We use the terms “RFC” and “decision” quite interchangeably. Think of a decision as exactly what the word means, and an RFC as its written-down version as Markdown file.

At the moment, the concept of ADRs and PDRs are not covered here and their processes do not change yet. We may want to amend this later.

Goals of the process:

  • Quick progress on RFCs and decision making
  • Relevant groups have seen and approved the decision
  • More structured RFC format to add rendering and further automation
  • Keep each decision in one RFC file. Do not create multiple alternative files in the future. This is done by amending existing RFC files or marking old ones as obsolete.
  • Better overview by rendering RFCs
  • Replace the rfc repository’s README
  • Giant Swarm folks using RFCs more readily and happily because they see that the process is working

RFC file structure

To allow for a decision making process without removing the current free-form nature of RFCs, some structured information is proposed.

The following changes will be introduced:

  • All RFCs will have a YAML header with structured information that can be parsed and used e.g. for rendering the RFCs in our handbook

  • The YAML header must contain the following fields in alphabetical order:

    • creation_date: YYYY-MM-DD

    • issues containing links to GitHub issues. Can be null or an empty list. The issues can be the origin of the RFC or where the work for implementing the decision takes place.

    • owners containing GitHub team URLs. This list must not be empty. Please enter only the team and/or SIG names of the author and owners, not the teams who should comment on the RFC (the stakeholders, for which we don’t have a structured field). The owners field contains teams who have the expertise to check the RFC after a few months. It may later be used to automatically create GitHub issues “Please review if this RFC is still relevant” (see Future ideas). Single person URLs (https://github.com/TheUsername) are allowed but not recommended.
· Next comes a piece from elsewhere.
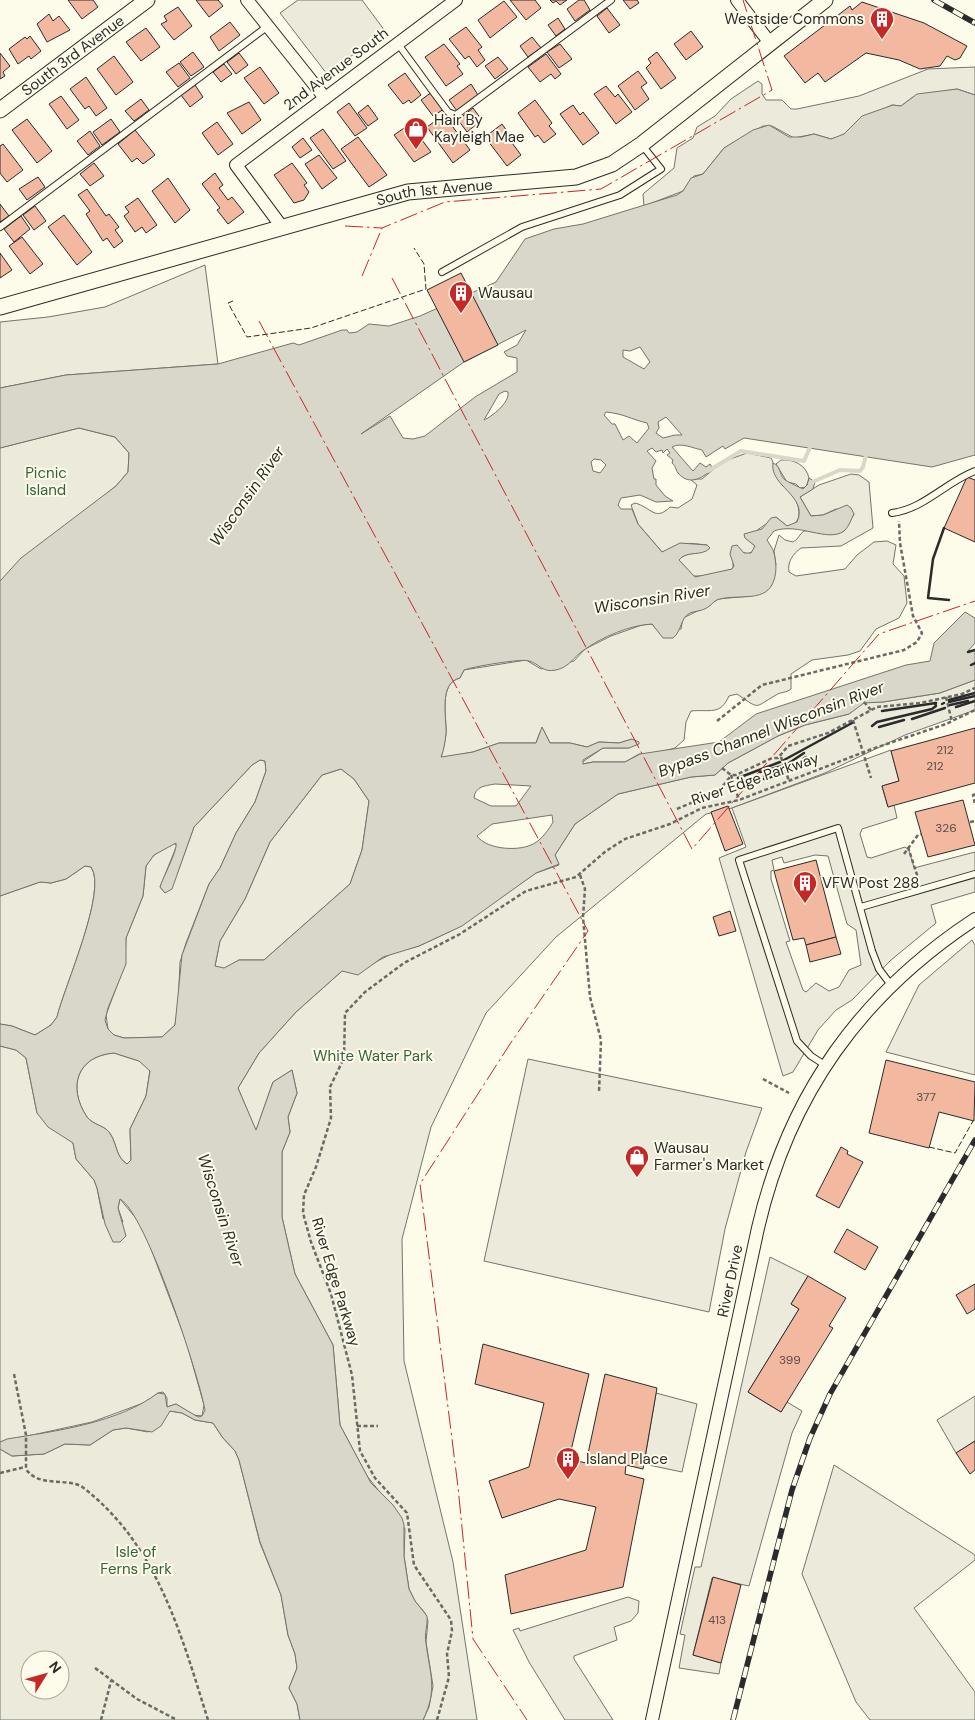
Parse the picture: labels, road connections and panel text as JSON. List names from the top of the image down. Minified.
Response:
{"streets":{"street":["South 3rd Avenue","2nd Avenue South","South 1st Avenue","River Drive"],"path":["River Edge Parkway"]},"crossings":[["2nd Avenue South","South 1st Avenue"]],"water":["Wisconsin River","Bypass Channel Wisconsin River"],"parks":["Picnic Island","White Water Park","Isle of Ferns Park"],"places":{"building":["Westside Commons","Wausau","VFW Post 288","Island Place"],"shop":["Hair By Kayleigh Mae","Wausau Farmer's Market"]},"house_numbers":["212","212","326","377","399","413"],"north":"top right"}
    • state having one of the values

      • review – The RFC pull request is in review and waiting for comments. The decision is not in effect.
      • approved – The decision was approved and is in effect if the PR was merged.
      • declined – The decision was not approved and will not be in effect, meaning the RFC is closed.
      • obsolete – The RFC or decision was replaced by something newer (which should be linked in the Markdown content) or is just not relevant anymore (example: product or technology not used anymore).
    • summary should summarize the RFC in 1-3 concise sentences. It is meant for people who want to get a very quick overview instead of reading whole RFC documents. That is, most people! We use this in the rendered version to provide a simple overview.
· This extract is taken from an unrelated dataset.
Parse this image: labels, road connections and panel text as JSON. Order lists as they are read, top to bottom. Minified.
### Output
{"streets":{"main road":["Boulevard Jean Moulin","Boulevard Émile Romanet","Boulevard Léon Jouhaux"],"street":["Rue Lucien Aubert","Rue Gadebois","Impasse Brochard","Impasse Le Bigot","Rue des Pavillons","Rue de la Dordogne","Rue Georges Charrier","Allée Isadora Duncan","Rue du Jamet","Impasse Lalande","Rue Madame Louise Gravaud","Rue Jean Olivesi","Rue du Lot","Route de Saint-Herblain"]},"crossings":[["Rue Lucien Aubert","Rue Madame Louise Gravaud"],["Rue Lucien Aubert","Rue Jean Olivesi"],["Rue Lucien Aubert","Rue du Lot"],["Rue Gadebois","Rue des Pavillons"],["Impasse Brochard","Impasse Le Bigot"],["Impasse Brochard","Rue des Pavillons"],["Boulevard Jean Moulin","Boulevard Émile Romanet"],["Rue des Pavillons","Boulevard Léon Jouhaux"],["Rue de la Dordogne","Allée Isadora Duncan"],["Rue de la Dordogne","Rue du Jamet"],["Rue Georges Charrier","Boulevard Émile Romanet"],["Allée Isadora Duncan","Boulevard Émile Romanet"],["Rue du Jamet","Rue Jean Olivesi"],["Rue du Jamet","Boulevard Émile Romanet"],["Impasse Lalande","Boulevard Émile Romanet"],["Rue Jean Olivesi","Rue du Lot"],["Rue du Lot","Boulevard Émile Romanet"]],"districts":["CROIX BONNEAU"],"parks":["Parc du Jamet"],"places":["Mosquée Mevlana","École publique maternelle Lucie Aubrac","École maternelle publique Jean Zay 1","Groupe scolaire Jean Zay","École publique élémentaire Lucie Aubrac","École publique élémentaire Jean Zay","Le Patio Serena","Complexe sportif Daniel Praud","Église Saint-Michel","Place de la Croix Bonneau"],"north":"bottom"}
  • YAML headers will be checked by CI upon creation or push of a PR in the rfc repo

Other than that, an RFC only requires a heading and otherwise remains free-form.

The following is an entire and valid start of an RFC markdown file:

---
creation_date: 2023-07-13
issues:
- https://github.com/giantswarm/giantswarm/issues/24661
owners:
- https://github.com/orgs/giantswarm/teams/team-horizon
state: review
---

# This is the RFC title

Overview of RFCs by adding a list to the handbook

We previously lacked an overview of RFCs. There was no way to sort RFCs by date, see which one is still relevant, or get a one-sentence summary in order to quickly skim through the decisions Giant Swarm has made in the past.

Therefore, we will automatically render the merged RFCs into our handbook and provide at least a table as overview.

Decision making process

  • Author opens pull request

    • Clone the rfc repo

    • Create a new directory such as nginx-ingress-app-migration. It should be named like the others, i.e. without spaces. Mind that this name (so-called slug) is later used in the handbook URL of the rendered RFC and should not change.

    • In that directory, create a README.md with the following template:

      ---
      creation_date: YYYY-MM-DD # please fill this in
      issues:
      - https://github.com/giantswarm/giantswarm/issues/FILL_IN_YOUR_ISSUE
      owners:
      - https://github.com/orgs/giantswarm/teams/team-FILL_IN_YOUR_TEAM # or https://github.com/orgs/giantswarm/teams/sig-FILL_IN_YOUR_SIG
      state: review
      ---
      
      # This is the RFC title
      
    • Replace the placeholders

    • Write the RFC and commit

    • Push your branch and open a pull request

  • Author adds the PR to the team/SIG board on GitHub for visibility. The column could be “In progress” or “Review”, for example, depending on the board.

  • Optional: Author asks their own team/SIG for a short check. They should verify if the content and grammar make sense and match expectations. This preflight check prevents major text and goal changes during the review and discussion phase.

  • Review phase begins. The author posts a link to the PR to appropriate #news-* or other Slack channels, and adds stakeholders as reviewers on the PR. The reviewers use GitHub comments on the PR. They should not push directly to the PR branch unless agreed with the author(s).

  • Any employee can review. The author is the primary driver to finish the PR. The relevant SIG also takes care that the RFC progresses and does not become stale.

    • For example, the SIG’s regular sync meetings can be used to discuss open RFCs, but discussions should end up in GitHub PR comments.
    • For engineering RFCs, typically the members of SIG Architecture would take responsibility.
    • If discussions do not progress and the PR is open for quite a while, the author should escalate to the SIG, or if the RFC still cannot be concluded, address Team Horizon.
  • Before merging the PR, these conditions must hold

    • If we’re done discussing and it’s clear what we want, fill in state: approved or state: declined, depending on the outcome. We could come to a conclusion by meetings, giving PR approvals, etc. This process does not dictate how you come to approving or declining a decision!
    • Add a field last_review_date: YYYY-MM-DD. See Future ideas why this is relevant. This avoids that owners have to review the Markdown file again very soon.
  • Author merges the PR and notifies in #news-* or other Slack channels, linking to the RFC list or directly to the rendered RFC page in the handbook. The rendering result is not ready immediately after merging, but a pull request on the handbook repo with the rendered results should be opened automatically. You can merge it and the handbook will be updated after deployment (takes another few minutes). If things don’t work, you can check the rfc rendering trigger action and handbook rendering action and notify SIG Docs about any problems.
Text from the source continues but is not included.